* [SOURCE DATA]
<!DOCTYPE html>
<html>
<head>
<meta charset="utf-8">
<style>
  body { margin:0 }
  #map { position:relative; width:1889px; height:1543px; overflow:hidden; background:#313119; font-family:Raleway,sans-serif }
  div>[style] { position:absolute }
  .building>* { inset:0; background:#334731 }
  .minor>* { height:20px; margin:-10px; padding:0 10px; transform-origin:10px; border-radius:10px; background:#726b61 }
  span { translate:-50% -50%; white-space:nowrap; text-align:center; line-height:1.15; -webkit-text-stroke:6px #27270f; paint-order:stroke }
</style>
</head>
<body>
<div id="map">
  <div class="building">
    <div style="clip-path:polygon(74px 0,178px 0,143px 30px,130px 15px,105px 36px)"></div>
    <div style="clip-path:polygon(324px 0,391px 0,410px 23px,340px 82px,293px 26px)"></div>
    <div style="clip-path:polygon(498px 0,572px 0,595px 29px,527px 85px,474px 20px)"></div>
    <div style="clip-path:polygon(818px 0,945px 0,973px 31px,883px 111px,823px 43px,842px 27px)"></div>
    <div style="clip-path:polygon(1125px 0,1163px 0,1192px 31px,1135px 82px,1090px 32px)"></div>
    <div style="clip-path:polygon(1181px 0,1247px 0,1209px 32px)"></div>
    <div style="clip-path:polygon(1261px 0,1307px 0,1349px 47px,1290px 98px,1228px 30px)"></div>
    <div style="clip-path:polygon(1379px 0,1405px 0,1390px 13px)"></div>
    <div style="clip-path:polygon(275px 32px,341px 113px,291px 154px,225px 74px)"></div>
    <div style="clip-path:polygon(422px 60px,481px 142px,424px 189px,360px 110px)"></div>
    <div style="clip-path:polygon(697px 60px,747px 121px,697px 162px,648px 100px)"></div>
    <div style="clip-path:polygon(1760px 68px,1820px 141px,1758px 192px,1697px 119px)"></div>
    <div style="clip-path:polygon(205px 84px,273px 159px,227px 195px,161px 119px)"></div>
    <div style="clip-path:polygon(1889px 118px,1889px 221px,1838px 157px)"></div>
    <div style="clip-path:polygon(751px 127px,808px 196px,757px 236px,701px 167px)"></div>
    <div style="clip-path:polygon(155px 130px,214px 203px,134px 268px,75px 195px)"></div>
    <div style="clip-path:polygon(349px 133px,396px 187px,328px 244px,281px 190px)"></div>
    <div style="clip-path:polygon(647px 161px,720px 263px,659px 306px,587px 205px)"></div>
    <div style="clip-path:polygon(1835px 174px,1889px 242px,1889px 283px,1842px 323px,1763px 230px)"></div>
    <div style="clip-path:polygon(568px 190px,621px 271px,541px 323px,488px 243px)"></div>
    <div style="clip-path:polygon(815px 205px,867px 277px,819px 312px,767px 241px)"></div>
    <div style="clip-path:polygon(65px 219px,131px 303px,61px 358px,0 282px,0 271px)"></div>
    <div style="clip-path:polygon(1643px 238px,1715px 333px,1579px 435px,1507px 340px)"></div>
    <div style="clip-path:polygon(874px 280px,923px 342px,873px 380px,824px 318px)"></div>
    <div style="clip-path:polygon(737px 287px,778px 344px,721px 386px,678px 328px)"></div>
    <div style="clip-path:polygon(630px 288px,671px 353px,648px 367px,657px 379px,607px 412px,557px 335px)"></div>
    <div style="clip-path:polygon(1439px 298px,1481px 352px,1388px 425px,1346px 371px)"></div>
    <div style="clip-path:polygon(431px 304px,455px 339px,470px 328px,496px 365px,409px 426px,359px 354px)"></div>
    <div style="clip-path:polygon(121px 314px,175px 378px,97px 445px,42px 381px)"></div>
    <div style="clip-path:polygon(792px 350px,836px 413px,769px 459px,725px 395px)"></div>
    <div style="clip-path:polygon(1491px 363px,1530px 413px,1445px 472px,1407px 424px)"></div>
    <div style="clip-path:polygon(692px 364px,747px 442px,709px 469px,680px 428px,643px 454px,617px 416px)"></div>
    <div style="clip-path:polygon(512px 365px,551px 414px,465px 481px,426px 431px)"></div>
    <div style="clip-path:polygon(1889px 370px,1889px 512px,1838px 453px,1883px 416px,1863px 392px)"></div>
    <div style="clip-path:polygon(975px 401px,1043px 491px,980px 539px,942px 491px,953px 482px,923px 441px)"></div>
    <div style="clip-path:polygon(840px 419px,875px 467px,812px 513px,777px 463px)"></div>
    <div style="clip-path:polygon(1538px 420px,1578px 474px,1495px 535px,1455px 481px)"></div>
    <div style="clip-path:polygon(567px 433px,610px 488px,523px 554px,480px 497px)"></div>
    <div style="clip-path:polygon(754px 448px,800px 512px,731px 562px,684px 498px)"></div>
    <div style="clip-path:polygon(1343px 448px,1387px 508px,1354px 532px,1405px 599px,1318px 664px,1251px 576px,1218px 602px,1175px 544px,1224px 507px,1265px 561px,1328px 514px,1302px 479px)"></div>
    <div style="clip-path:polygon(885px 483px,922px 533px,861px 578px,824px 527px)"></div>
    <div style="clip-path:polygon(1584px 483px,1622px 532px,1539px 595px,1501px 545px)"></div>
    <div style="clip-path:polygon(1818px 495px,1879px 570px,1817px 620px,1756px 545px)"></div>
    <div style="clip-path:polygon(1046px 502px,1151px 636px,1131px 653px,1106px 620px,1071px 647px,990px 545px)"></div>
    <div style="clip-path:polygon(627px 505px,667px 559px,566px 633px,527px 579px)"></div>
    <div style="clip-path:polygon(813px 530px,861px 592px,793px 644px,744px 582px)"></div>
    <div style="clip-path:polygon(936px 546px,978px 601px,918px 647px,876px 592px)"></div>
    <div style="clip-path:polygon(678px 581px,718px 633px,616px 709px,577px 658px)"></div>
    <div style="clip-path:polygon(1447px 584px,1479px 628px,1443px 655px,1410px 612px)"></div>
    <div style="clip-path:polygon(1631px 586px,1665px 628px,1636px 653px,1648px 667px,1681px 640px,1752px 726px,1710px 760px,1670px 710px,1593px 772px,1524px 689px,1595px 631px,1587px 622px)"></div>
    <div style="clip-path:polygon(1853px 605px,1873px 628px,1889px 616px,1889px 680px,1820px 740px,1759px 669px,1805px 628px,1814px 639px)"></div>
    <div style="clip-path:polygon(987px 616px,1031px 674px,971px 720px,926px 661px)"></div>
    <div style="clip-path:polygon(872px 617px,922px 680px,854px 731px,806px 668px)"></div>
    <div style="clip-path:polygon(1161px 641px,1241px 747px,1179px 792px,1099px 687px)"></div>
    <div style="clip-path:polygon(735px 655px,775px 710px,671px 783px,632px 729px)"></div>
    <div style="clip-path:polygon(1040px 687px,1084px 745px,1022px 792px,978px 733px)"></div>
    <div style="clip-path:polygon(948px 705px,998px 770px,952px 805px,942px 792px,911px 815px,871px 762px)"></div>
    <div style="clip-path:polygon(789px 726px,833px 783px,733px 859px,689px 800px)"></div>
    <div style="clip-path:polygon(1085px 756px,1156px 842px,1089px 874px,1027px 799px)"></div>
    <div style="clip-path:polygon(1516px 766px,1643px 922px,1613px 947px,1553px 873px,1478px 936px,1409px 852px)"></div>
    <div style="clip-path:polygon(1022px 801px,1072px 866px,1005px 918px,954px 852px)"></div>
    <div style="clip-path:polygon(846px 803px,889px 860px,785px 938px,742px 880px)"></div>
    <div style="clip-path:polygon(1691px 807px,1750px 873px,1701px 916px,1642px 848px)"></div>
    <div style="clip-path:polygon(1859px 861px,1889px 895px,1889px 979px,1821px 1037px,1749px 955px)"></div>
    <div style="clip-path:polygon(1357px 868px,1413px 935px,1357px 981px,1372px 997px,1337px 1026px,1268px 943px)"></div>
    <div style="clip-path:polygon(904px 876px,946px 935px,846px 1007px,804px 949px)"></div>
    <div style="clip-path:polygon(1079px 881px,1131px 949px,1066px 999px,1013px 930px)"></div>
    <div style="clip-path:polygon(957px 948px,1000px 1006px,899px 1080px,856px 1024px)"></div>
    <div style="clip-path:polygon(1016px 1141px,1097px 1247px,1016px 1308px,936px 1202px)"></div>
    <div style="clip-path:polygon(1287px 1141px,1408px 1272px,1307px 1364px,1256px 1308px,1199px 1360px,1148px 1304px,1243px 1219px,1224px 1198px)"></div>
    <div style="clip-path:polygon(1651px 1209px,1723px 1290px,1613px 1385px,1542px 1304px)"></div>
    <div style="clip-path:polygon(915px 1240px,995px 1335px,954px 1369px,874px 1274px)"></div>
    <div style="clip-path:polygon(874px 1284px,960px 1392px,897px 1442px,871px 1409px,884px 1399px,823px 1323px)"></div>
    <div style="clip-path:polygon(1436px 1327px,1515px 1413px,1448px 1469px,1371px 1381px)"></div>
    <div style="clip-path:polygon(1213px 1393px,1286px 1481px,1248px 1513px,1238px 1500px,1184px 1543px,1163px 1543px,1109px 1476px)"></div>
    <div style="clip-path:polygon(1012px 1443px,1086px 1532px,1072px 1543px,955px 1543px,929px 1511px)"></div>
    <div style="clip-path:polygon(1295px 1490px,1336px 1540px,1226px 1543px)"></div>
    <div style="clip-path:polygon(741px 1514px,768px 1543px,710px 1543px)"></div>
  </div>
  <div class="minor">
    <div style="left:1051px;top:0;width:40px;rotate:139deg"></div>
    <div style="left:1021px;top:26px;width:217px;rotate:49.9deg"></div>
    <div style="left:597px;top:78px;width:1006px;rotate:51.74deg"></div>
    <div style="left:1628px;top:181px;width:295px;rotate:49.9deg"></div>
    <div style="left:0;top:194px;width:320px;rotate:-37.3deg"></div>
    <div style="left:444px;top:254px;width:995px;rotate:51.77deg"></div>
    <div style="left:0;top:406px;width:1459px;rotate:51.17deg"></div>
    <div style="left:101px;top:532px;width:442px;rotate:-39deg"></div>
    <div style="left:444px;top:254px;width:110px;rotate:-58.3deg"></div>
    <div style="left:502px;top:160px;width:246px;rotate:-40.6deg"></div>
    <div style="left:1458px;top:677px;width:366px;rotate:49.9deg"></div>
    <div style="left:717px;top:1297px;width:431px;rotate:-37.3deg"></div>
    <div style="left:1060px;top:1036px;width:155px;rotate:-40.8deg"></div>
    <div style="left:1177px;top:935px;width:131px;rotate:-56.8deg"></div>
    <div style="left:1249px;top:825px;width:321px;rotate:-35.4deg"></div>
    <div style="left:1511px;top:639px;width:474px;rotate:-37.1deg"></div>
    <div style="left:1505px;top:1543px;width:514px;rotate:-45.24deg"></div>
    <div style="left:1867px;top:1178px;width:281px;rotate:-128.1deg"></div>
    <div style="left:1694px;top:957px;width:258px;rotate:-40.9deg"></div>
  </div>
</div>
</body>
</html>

* [ASSIGNMENT] Repeat the material word for word from its opening line up to and including the line containing "position:relative; width:1889px; height:1543px;".

* [YOUR RESPONSE]
<!DOCTYPE html>
<html>
<head>
<meta charset="utf-8">
<style>
  body { margin:0 }
  #map { position:relative; width:1889px; height:1543px; overflow:hidden; background:#313119; font-family:Raleway,sans-serif }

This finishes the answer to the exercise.